* **Your instructions**: Set the entries down again exactly; none may be skipped.

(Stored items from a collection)
------------------------------------------------------------
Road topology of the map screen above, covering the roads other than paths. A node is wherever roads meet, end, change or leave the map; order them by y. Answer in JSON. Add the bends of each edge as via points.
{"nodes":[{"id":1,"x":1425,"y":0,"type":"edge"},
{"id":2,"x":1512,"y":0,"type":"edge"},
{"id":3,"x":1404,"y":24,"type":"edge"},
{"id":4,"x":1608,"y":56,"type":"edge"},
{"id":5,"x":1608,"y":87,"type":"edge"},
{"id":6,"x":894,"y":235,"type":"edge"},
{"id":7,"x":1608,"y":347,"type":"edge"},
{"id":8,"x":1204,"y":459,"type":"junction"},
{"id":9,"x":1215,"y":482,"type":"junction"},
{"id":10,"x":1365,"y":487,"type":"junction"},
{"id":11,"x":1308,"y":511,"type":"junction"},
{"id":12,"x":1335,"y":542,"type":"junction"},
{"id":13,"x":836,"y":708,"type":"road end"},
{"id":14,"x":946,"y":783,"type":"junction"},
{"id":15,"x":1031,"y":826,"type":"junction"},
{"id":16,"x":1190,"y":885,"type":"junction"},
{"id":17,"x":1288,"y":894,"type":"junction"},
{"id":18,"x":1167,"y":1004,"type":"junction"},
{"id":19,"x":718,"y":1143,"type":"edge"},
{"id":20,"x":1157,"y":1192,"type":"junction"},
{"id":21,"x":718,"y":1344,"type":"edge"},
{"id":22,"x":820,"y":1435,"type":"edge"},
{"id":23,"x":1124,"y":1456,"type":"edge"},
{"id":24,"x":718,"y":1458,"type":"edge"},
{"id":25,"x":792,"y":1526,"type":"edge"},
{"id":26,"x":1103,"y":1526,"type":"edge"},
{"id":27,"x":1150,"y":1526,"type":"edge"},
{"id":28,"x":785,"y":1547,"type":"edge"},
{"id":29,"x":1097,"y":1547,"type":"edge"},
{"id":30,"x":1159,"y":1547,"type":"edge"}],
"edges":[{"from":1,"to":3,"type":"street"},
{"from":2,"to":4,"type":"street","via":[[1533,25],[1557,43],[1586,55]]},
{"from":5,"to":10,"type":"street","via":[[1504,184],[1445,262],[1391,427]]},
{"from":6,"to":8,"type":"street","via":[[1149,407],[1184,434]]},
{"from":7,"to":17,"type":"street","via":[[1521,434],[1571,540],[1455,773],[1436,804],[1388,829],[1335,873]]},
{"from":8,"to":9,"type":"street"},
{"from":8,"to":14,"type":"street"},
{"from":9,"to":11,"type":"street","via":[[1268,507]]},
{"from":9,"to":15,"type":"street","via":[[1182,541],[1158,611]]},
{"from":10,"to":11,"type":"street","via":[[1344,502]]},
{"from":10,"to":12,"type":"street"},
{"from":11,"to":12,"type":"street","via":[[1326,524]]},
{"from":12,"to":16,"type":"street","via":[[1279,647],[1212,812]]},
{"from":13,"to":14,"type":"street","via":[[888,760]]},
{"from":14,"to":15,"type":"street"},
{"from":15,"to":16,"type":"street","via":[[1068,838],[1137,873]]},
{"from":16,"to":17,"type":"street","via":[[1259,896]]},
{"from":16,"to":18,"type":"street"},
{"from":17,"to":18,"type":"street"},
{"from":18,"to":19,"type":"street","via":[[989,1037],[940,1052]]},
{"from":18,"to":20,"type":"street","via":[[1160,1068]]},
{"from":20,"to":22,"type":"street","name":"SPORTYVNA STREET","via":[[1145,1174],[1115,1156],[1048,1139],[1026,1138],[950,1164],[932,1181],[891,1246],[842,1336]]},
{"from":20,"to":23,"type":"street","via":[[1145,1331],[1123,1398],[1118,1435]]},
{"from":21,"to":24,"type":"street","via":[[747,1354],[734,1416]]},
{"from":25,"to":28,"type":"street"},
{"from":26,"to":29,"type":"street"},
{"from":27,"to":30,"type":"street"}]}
------------------------------------------------------------
* **Answer**:
Road topology of the map screen above, covering the roads other than paths. A node is wherever roads meet, end, change or leave the map; order them by y. Answer in JSON. Add the bends of each edge as via points.
{"nodes":[{"id":1,"x":1425,"y":0,"type":"edge"},
{"id":2,"x":1512,"y":0,"type":"edge"},
{"id":3,"x":1404,"y":24,"type":"edge"},
{"id":4,"x":1608,"y":56,"type":"edge"},
{"id":5,"x":1608,"y":87,"type":"edge"},
{"id":6,"x":894,"y":235,"type":"edge"},
{"id":7,"x":1608,"y":347,"type":"edge"},
{"id":8,"x":1204,"y":459,"type":"junction"},
{"id":9,"x":1215,"y":482,"type":"junction"},
{"id":10,"x":1365,"y":487,"type":"junction"},
{"id":11,"x":1308,"y":511,"type":"junction"},
{"id":12,"x":1335,"y":542,"type":"junction"},
{"id":13,"x":836,"y":708,"type":"road end"},
{"id":14,"x":946,"y":783,"type":"junction"},
{"id":15,"x":1031,"y":826,"type":"junction"},
{"id":16,"x":1190,"y":885,"type":"junction"},
{"id":17,"x":1288,"y":894,"type":"junction"},
{"id":18,"x":1167,"y":1004,"type":"junction"},
{"id":19,"x":718,"y":1143,"type":"edge"},
{"id":20,"x":1157,"y":1192,"type":"junction"},
{"id":21,"x":718,"y":1344,"type":"edge"},
{"id":22,"x":820,"y":1435,"type":"edge"},
{"id":23,"x":1124,"y":1456,"type":"edge"},
{"id":24,"x":718,"y":1458,"type":"edge"},
{"id":25,"x":792,"y":1526,"type":"edge"},
{"id":26,"x":1103,"y":1526,"type":"edge"},
{"id":27,"x":1150,"y":1526,"type":"edge"},
{"id":28,"x":785,"y":1547,"type":"edge"},
{"id":29,"x":1097,"y":1547,"type":"edge"},
{"id":30,"x":1159,"y":1547,"type":"edge"}],
"edges":[{"from":1,"to":3,"type":"street"},
{"from":2,"to":4,"type":"street","via":[[1533,25],[1557,43],[1586,55]]},
{"from":5,"to":10,"type":"street","via":[[1504,184],[1445,262],[1391,427]]},
{"from":6,"to":8,"type":"street","via":[[1149,407],[1184,434]]},
{"from":7,"to":17,"type":"street","via":[[1521,434],[1571,540],[1455,773],[1436,804],[1388,829],[1335,873]]},
{"from":8,"to":9,"type":"street"},
{"from":8,"to":14,"type":"street"},
{"from":9,"to":11,"type":"street","via":[[1268,507]]},
{"from":9,"to":15,"type":"street","via":[[1182,541],[1158,611]]},
{"from":10,"to":11,"type":"street","via":[[1344,502]]},
{"from":10,"to":12,"type":"street"},
{"from":11,"to":12,"type":"street","via":[[1326,524]]},
{"from":12,"to":16,"type":"street","via":[[1279,647],[1212,812]]},
{"from":13,"to":14,"type":"street","via":[[888,760]]},
{"from":14,"to":15,"type":"street"},
{"from":15,"to":16,"type":"street","via":[[1068,838],[1137,873]]},
{"from":16,"to":17,"type":"street","via":[[1259,896]]},
{"from":16,"to":18,"type":"street"},
{"from":17,"to":18,"type":"street"},
{"from":18,"to":19,"type":"street","via":[[989,1037],[940,1052]]},
{"from":18,"to":20,"type":"street","via":[[1160,1068]]},
{"from":20,"to":22,"type":"street","name":"SPORTYVNA STREET","via":[[1145,1174],[1115,1156],[1048,1139],[1026,1138],[950,1164],[932,1181],[891,1246],[842,1336]]},
{"from":20,"to":23,"type":"street","via":[[1145,1331],[1123,1398],[1118,1435]]},
{"from":21,"to":24,"type":"street","via":[[747,1354],[734,1416]]},
{"from":25,"to":28,"type":"street"},
{"from":26,"to":29,"type":"street"},
{"from":27,"to":30,"type":"street"}]}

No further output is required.